Who would have thought that bringing in more money could be a danger to restaurant staff? Research from NYU has found that cash is a very germ-friendly surface, and credit cards are only marginally better. Although the risk of getting infected through surface contact is low if you stick to regular hand-washing, the CDC still recommends using contactless payment as much as possible. If you do use cash or credit cards, avoid hand-to-hand contact by passing off the cash or card on a counter or in a receipt tray.
There are multiple systems for implementing contactless payment. Check with your point-of-sale system provider to see if they have implemented any contactless payment methods, as some POS systems are now allowing customers to access the restaurant menu and pay for their meals all through their phones via a QR code.

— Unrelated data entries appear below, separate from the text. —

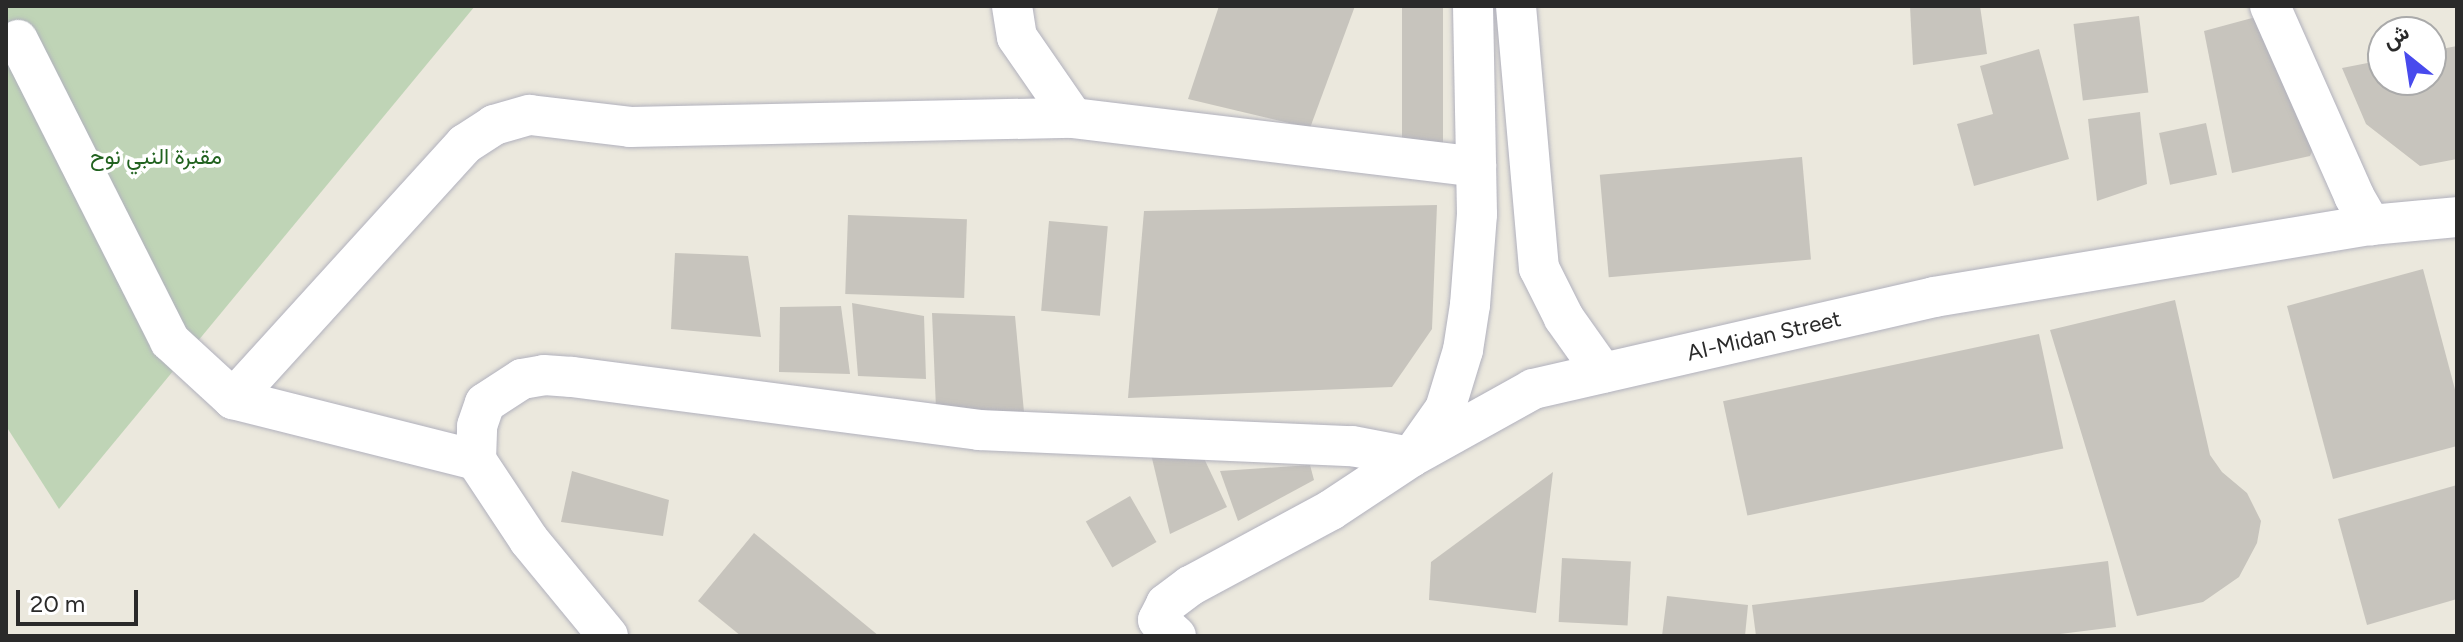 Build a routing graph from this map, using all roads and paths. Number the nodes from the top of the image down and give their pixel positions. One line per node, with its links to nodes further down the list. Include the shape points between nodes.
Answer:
1 (1012, 6): 6 (street, via 1017,37)
2 (1473, 6): 7 (street)
3 (1516, 6): 10 (street, via 1539,268 1564,318)
4 (2270, 6): 9 (street)
5 (18, 40): 11 (street, via 170,341)
6 (1073, 118): 7 (street); 11 (street, via 630,127 530,115 494,125 454,155)
7 (1476, 167): 12 (street, via 1477,214 1463,350 1445,409)
8 (2457, 217): 9 (street, AI-Midan Street)
9 (2371, 225): 10 (street, AI-Midan Street, via 1934,297)
10 (1603, 373): 12 (street, AI-Midan Street, via 1533,389)
11 (233, 399): 13 (street)
12 (1411, 457): 13 (street, via 1352,446 979,430 544,375 522,379 485,403 477,426); 15 (street, AI-Midan Street, via 1331,510 1166,604 1158,620)
13 (476, 460): 14 (street, via 529,540)
14 (608, 636)
15 (1176, 636)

If contactless payment is not an option, be sure to wipe down credit cards with sanitizing wipes before and after running them. If a pin or signature is necessary, wipe down the surfaces and offer hand sanitizer after use.
More Clean, More Green
If curbside/contactless pickup is not feasible at your location, identify surfaces that customers may have to touch or areas where they may have to be close to other people during their visit into the restaurant. Can front doors be propped open? Can tape be put on the floor at 6-foot intervals for people who line up? Can there be a sanitization station somewhere in the dining room? Answering these kinds of questions will improve the safety of the pickup experience, and set routines that will help as you transition to limited dining in.
These steps may seem like putting customers and staff through a hassle, but remember it is about the optics as much as the safety. We have seen that customers generally report positively on these kinds of interactions, as it reflects your dedication to safety.